Compilation album by Various artists
- Released: February 15, 2000
- Recorded: 1990
- Genres: Pop; rock;
- Length: 43:03
- Label: Rhino

Billboard Top Hits chronology
| Billboard Top Hits: 1989 (1994) | Billboard Top Hits: 1990 (2000) | Billboard Top Hits: 1991 (2000) |

= Billboard Top Hits: 1990 =

Billboard Top Hits: 1990 is a compilation album released by Rhino Records in 2000, featuring ten hit recordings from 1990.

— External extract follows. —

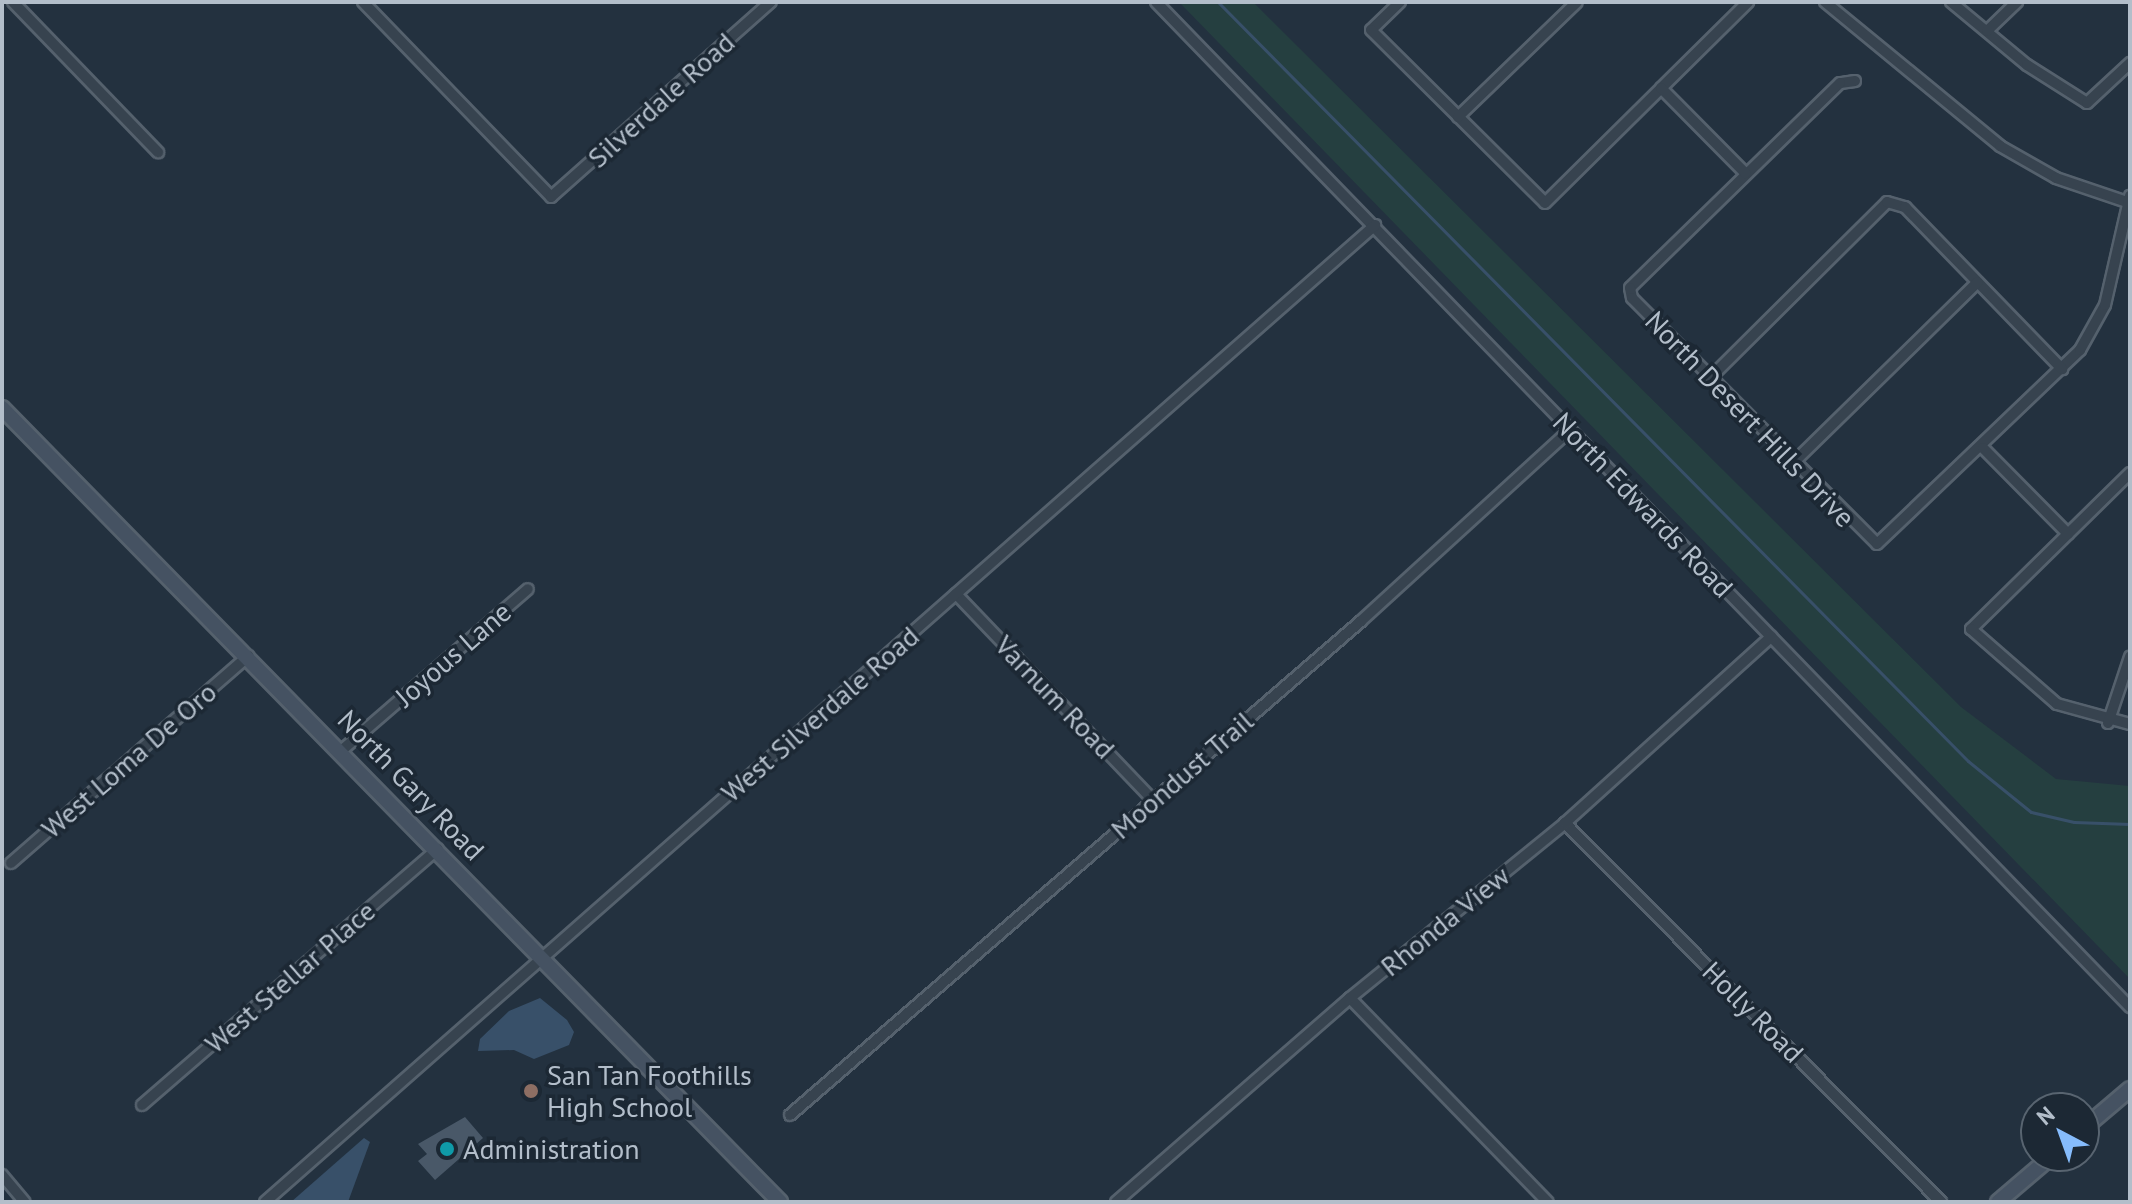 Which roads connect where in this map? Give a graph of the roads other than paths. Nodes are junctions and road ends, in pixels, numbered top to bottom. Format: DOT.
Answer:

The track lineup includes four songs that reached the top of the Billboard Hot 100 chart, including the No. 1 song of 1990, "Hold On" by Wilson Phillips. The remaining songs all reached the top five of the Hot 100.

Professional ratings
Review scores
| Source | Rating |
| AllMusic | Star |

==Track listing==

- Track information and credits taken from the album's liner notes.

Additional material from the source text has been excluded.